First, Rodriguez was asked if he signed off Citi Bike’s upcoming 3.3-percent price hike for full-price annual members. His answer was politic.

“Well, first of all, we are happy to be working with Citi Bike … to expand the mode of transportation that we have in the city of New York,” he said. “Today, we’re focusing today’s announcement, which is very important.”

“But did you sign off?” reporter Clayton Guse of the Daily News repeated.

“I have to get back to the team to see. I know that that information is something that I inherited as I got in the Commissioner role, but right now, today, we are focusing on the announcement.”

Ink-stained and pixel-pocked scribes.
Ink-stained and pixel-pocked scribes at Tuesday’s presser.

David Meyer of the Post asked Rodriguez if he would continue to push for public subsidies for Citi Bike so it could expand further (maybe even into Jackson Heights, Corona, Bay Ridge, Bensonhurst and the other half of The Bronx) faster. The answer could have been one word — yes — but Rodriguez clearly did not want to get in front of his boss (who, by the way, told Streetsblog during the campaign that he also supports public subsidies for Citi Bike):

“The focus of Mayor Adams is about accessibility, equity, safety, and reclaiming parts of the street,” Rodriguez said. “So the plan he has been working with, as you know, is the private and public in partnership with Citi Bike. We would be open to discuss any ideas, but for me, expanding Citi Bike to the underserved community is critical. We need to go back to the team. See how the plan is running right now, but I’m open and the mayor’s open to any ideas that will allow us to expand bike services invest in us, especially in underserved communities.

Streetsblog asked the follow up: “But have you and Mayor Adams at least talked about it since he became mayor?”

“I say that we are open to any ideas of how we can expand Citi Bike,” he said. “This is my second week. I’m discussing with my team how the plan is working.

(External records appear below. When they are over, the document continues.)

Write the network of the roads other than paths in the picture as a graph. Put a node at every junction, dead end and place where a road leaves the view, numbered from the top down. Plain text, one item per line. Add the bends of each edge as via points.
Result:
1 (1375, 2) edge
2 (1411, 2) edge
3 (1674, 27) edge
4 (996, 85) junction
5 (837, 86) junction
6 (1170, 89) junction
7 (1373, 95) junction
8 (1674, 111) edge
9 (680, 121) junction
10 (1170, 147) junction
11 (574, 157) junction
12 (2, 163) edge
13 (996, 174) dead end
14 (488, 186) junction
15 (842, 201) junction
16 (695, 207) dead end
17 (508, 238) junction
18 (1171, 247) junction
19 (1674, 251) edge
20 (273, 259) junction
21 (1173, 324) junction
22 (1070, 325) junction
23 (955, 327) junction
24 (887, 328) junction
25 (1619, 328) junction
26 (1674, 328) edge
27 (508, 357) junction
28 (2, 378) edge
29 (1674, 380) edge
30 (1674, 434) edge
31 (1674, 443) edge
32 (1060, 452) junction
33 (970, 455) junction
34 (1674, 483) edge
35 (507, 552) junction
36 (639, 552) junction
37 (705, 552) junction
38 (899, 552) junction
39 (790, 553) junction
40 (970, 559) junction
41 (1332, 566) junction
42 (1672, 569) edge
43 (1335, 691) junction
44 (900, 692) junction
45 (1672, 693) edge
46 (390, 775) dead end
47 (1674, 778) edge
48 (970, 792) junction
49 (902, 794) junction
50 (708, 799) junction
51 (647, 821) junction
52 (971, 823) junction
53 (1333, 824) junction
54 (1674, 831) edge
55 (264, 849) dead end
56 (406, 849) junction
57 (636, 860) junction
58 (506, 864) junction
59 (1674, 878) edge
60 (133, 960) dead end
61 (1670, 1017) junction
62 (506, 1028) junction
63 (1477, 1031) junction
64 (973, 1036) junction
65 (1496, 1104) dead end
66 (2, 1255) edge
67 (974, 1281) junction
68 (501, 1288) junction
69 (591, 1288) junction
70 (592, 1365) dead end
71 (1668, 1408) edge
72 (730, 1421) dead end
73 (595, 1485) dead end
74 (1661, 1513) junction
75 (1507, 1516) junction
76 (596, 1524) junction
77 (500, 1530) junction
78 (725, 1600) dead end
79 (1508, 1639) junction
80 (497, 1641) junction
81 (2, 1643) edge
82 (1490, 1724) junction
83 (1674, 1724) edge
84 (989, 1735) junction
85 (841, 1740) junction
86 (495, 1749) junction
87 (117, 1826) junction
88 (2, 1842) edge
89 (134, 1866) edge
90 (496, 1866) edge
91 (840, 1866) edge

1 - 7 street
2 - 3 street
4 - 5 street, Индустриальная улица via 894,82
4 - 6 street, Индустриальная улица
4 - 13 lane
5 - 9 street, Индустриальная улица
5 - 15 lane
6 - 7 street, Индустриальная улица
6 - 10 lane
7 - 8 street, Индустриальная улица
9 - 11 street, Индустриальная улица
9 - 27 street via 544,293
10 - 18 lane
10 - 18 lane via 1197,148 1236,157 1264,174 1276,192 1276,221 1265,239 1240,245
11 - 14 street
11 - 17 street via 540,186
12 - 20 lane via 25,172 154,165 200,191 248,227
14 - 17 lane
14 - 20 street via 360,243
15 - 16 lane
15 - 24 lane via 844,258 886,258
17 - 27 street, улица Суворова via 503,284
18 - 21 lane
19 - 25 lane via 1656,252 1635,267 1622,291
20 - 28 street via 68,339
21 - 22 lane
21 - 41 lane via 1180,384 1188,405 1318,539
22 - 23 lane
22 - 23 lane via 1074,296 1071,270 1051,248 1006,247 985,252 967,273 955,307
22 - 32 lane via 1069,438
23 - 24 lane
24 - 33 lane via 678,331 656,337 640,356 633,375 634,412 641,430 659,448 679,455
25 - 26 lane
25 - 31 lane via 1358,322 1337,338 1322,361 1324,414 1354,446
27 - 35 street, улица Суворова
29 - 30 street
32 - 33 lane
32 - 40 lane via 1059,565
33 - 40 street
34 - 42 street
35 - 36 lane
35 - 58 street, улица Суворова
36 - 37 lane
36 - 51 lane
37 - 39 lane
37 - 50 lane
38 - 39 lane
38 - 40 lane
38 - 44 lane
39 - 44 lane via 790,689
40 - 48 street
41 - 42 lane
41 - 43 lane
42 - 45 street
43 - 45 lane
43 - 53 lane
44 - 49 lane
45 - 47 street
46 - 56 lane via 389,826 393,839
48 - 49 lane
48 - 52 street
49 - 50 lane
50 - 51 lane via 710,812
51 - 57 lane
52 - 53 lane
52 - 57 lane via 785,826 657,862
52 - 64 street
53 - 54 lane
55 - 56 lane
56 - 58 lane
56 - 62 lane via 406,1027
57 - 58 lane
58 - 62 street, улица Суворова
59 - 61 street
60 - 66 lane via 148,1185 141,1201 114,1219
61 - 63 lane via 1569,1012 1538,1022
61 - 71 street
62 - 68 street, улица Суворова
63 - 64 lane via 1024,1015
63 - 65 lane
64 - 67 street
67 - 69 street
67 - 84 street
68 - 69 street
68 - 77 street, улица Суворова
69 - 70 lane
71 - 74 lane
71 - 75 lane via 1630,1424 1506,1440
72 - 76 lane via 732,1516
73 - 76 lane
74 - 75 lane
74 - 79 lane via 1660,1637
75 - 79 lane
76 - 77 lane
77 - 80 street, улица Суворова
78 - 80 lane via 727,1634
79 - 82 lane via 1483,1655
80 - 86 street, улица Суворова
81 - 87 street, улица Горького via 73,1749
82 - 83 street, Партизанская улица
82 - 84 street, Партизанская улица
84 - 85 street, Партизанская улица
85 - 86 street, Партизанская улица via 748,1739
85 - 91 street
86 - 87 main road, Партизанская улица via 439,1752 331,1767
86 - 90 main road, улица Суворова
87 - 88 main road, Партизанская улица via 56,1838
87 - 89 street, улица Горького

But we are open to any ideas, to any suggestion, anything that we need to do to be sure that Citi Bike and other bike share are expanded to every single community, especially to the underserved ones that deal with asthma, that deal with obesity who also will benefit from the service.”

Streetsblog also wanted to know of the progress of Rodriguez’s promise to bolster half of the city’s loosely protected bike lanes in his first 100 days. He’s 18 days in, so one would think that perhaps one-fifth of the promise had been kept (hint: it has not).

“Well, as you are familiar with the faces here,” Rodriguez said, gesturing towards members of his DOT executive staff. “We have the best team at DOT and they work 24/7 to be sure that I’ve been getting all the information I need as a commissioner. It is our goal to accomplish that percentage. However, we also have to go back and see how we will be able to do it. We also need to deal now with that 3 percent budget cut the agency received. However, it doesn’t matter. We are committed to get to that number, but we also have to continue to work internally and more information will be share very soon.”

Streetsblog got in one last question: Advocates want Albany to give control over speed limits and speed cameras to the city. Has the Adams administration told Gov. Hochul that it wants that control because she has long talked about how she favors local control.

“The most important [thing] from what you are asking is that when the governor and the mayor work together, as Kathy Hochul and Mayor Eric Adams are working together, we get good results,” Rodriguez said, repeating that he supports a package of bills called the Crash Victims Rights & Safety Act that include allowing New York City to set its own speed limits. “We were asking the legislature to please pass a bill. And we at DOT are also the team that supports the legislation. In our work we have presented what is important and priority for our city. Conversation is happening between City Hall, led by Mayor Eric Adams, when it comes to how we can move this city forward. And you will hear more details about that.”

So if you’re playing at home, that’s two “let’s focus on today’s announcements,” two “more details are comings,” two “I’m open to thinking about it’s” and two “My boss is awesomes.”